SUPPLIED DATA =
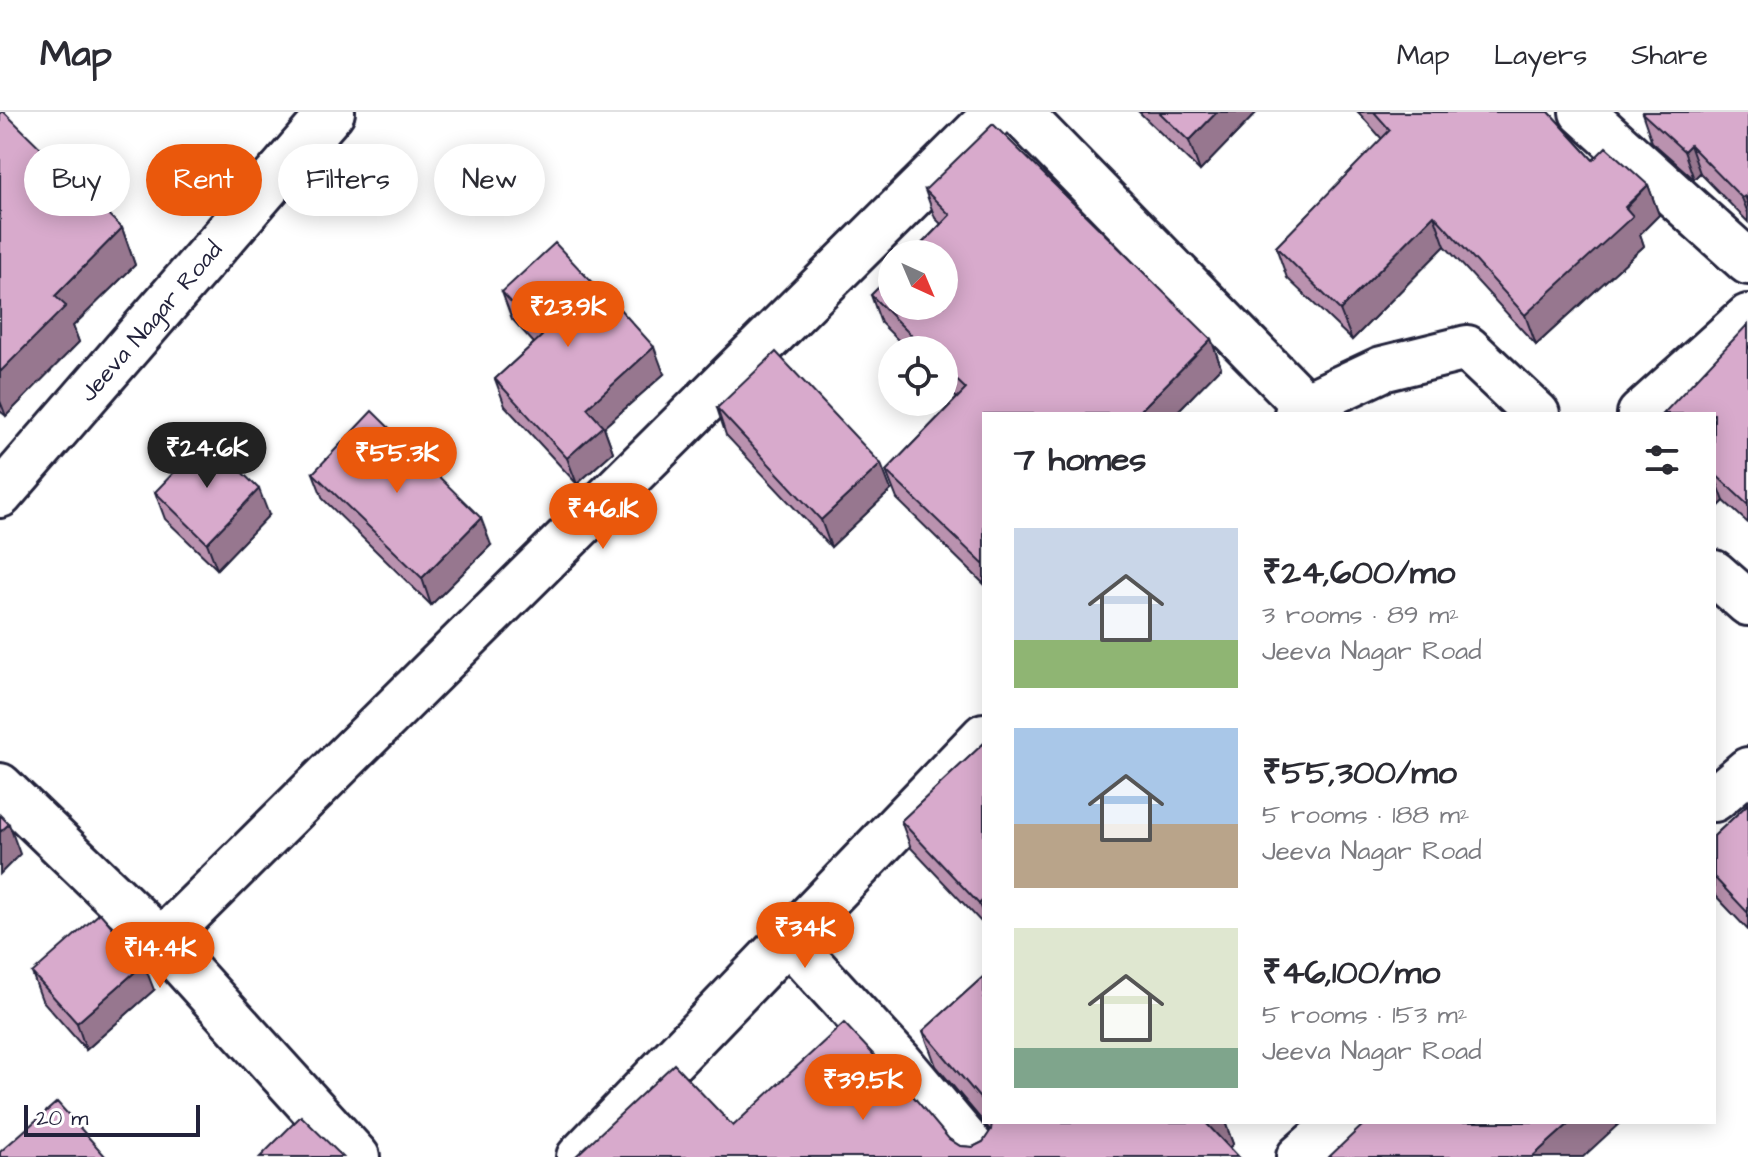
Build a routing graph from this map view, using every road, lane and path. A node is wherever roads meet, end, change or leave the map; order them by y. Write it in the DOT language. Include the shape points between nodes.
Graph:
graph roads {
  1 [pos="332,112"];
  2 [pos="997,112"];
  3 [pos="1019,112"];
  4 [pos="1582,112"];
  5 [pos="1748,262"];
  6 [pos="1748,317"];
  7 [pos="1301,410"];
  8 [pos="1535,412"];
  9 [pos="1642,412"];
  10 [pos="0,495"];
  11 [pos="1716,575"];
  12 [pos="1748,603"];
  13 [pos="982,738"];
  14 [pos="1748,770"];
  15 [pos="0,786"];
  16 [pos="1716,797"];
  17 [pos="787,939"];
  18 [pos="161,941"];
  19 [pos="1337,1124"];
  20 [pos="357,1157"];
  21 [pos="579,1157"];
  22 [pos="980,1157"];
  23 [pos="1299,1157"];
  1 -- 10 [label="street, Jeeva Nagar Road"];
  2 -- 18 [label="street"];
  3 -- 7 [label="street"];
  4 -- 5 [label="street"];
  6 -- 9 [label="street"];
  7 -- 8 [label="street" via="1382,369 1467,348"];
  11 -- 12 [label="street"];
  13 -- 17 [label="street"];
  14 -- 16 [label="street"];
  15 -- 18 [label="street"];
  17 -- 21 [label="street"];
  17 -- 22 [label="street" via="912,1052"];
  18 -- 20 [label="street"];
  19 -- 23 [label="street"];
}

HOW TO COMPLETE THIS TASK =
Leave out the pictures, and write out all the remaining data above exactly.

TASK RESPONSE =
Build a routing graph from this map view, using every road, lane and path. A node is wherever roads meet, end, change or leave the map; order them by y. Write it in the DOT language. Include the shape points between nodes.
Graph:
graph roads {
  1 [pos="332,112"];
  2 [pos="997,112"];
  3 [pos="1019,112"];
  4 [pos="1582,112"];
  5 [pos="1748,262"];
  6 [pos="1748,317"];
  7 [pos="1301,410"];
  8 [pos="1535,412"];
  9 [pos="1642,412"];
  10 [pos="0,495"];
  11 [pos="1716,575"];
  12 [pos="1748,603"];
  13 [pos="982,738"];
  14 [pos="1748,770"];
  15 [pos="0,786"];
  16 [pos="1716,797"];
  17 [pos="787,939"];
  18 [pos="161,941"];
  19 [pos="1337,1124"];
  20 [pos="357,1157"];
  21 [pos="579,1157"];
  22 [pos="980,1157"];
  23 [pos="1299,1157"];
  1 -- 10 [label="street, Jeeva Nagar Road"];
  2 -- 18 [label="street"];
  3 -- 7 [label="street"];
  4 -- 5 [label="street"];
  6 -- 9 [label="street"];
  7 -- 8 [label="street" via="1382,369 1467,348"];
  11 -- 12 [label="street"];
  13 -- 17 [label="street"];
  14 -- 16 [label="street"];
  15 -- 18 [label="street"];
  17 -- 21 [label="street"];
  17 -- 22 [label="street" via="912,1052"];
  18 -- 20 [label="street"];
  19 -- 23 [label="street"];
}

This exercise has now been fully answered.